MraZ is a transcriptional inhibitor of cell division in Bacillus subtilis

Abstract

AbstractThe bacterial division and cell wall (dcw) cluster is a highly conserved region of the genome which encodes several essential cell division factors including the central divisome protein FtsZ. Understanding the regulation of this region is key to our overall understanding of the division process. mraZ is found at the 5’ end of the dcw cluster and previous studies have described MraZ as a sequence-specific DNA binding protein. In this article, we investigate MraZ to elucidate its role in Bacillus subtilis. Through our investigation, we demonstrate that increased levels of MraZ result in lethal filamentation due to repression of its own operon (mraZ-mraW-ftsL-pbpB).
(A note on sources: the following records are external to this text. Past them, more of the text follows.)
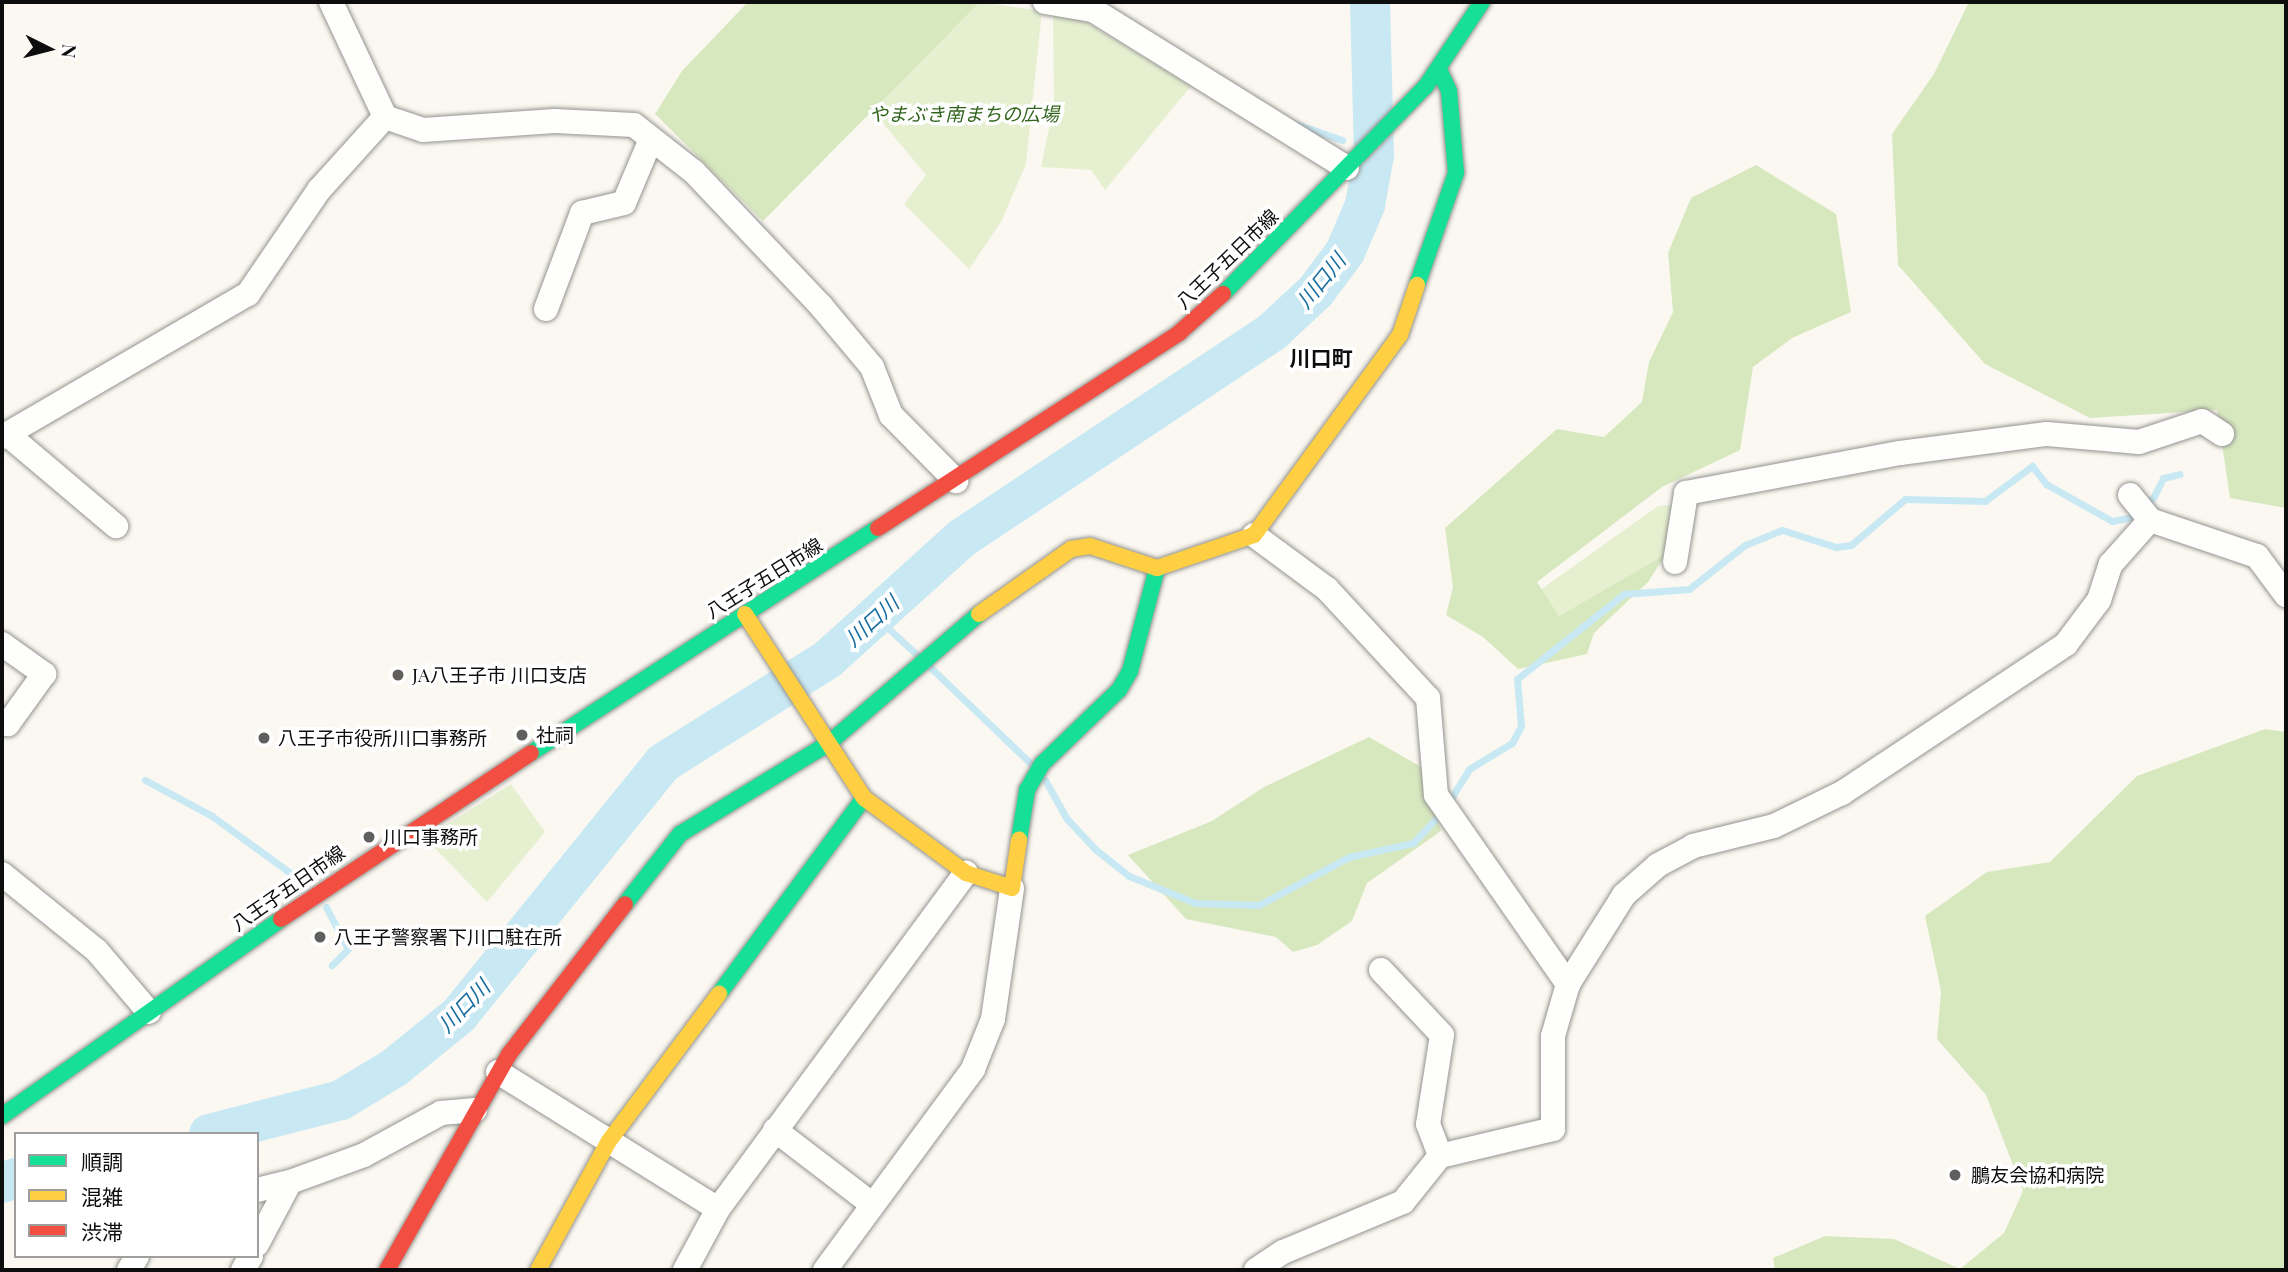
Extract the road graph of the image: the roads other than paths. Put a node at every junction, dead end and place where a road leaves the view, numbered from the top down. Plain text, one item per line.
1 (331, 2) edge
2 (1045, 2) edge
3 (1482, 2) edge
4 (1439, 70) junction
5 (385, 117) junction
6 (651, 139) junction
7 (1347, 168) junction
8 (546, 309) dead end
9 (2222, 435) dead end
10 (4, 436) edge
11 (956, 481) junction
12 (2130, 495) dead end
13 (2150, 519) junction
14 (116, 526) dead end
15 (1254, 535) junction
16 (1675, 562) dead end
17 (1157, 568) junction
18 (2286, 596) edge
19 (745, 614) junction
20 (2, 644) edge
21 (2, 720) edge
22 (830, 743) junction
23 (863, 798) junction
24 (966, 873) junction
25 (2, 874) edge
26 (1012, 888) junction
27 (1381, 970) dead end
28 (1568, 985) junction
29 (149, 1012) junction
30 (498, 1072) junction
31 (475, 1110) junction
32 (2, 1116) edge
33 (775, 1130) junction
34 (609, 1141) junction
35 (1440, 1156) junction
36 (290, 1182) junction
37 (259, 1190) edge
38 (873, 1205) junction
39 (718, 1209) junction
40 (259, 1240) edge
41 (387, 1270) edge
42 (538, 1270) edge
43 (685, 1270) edge
44 (825, 1270) edge
45 (1256, 1270) edge

1 - 5 street
2 - 7 street
3 - 4 street, 八王子五日市線
4 - 7 street, 八王子五日市線
4 - 15 street
5 - 6 street
5 - 10 street
6 - 8 street
6 - 11 street
7 - 11 street, 八王子五日市線
9 - 16 street
10 - 14 street
11 - 19 street, 八王子五日市線
12 - 13 street
13 - 18 street
13 - 28 street
15 - 17 street
15 - 28 street
17 - 22 street
17 - 26 street
19 - 22 street
19 - 29 street, 八王子五日市線
20 - 21 street
22 - 23 street
22 - 30 street
23 - 24 street
23 - 34 street
24 - 26 street
24 - 33 street
25 - 29 street
26 - 38 street
27 - 35 street
28 - 35 street
29 - 32 street, 八王子五日市線
30 - 31 street
30 - 34 street
31 - 36 street
31 - 41 street
33 - 38 street
33 - 39 street
34 - 39 street
34 - 42 street
35 - 45 street
36 - 37 street
36 - 40 street
38 - 44 street
39 - 43 street

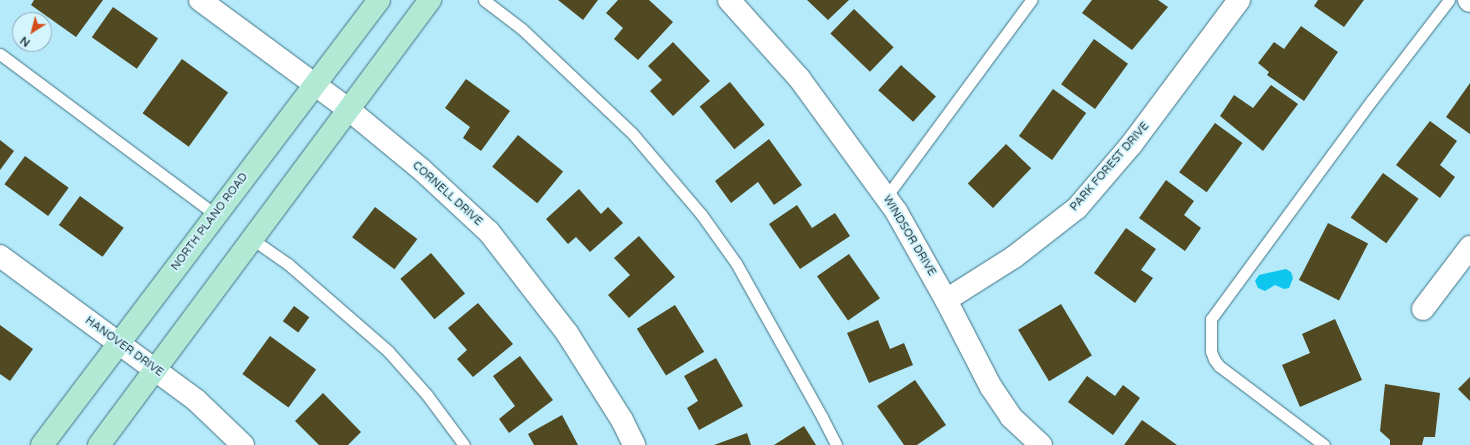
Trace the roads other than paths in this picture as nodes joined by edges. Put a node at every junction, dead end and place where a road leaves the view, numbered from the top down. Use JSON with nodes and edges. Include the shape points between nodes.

We observe rescue of filamentation upon decoupling ftsL expression, but not other genes in the operon, from MraZ control. Furthermore, through timelapse microscopy we were able to identify that overexpression of mraZ, results in de-condensation of the FtsZ ring (Z-ring). This is likely due to depletion of FtsL, and thus, we believe the precise role of FtsL is likely in Z-ring maturation and promotion of subsequent treadmilling. Our data suggests that regulation of the mra operon may be an alternative way for cells to quickly arrest cytokinesis potentially during entry into stationary phase and in the event of DNA replication arrest.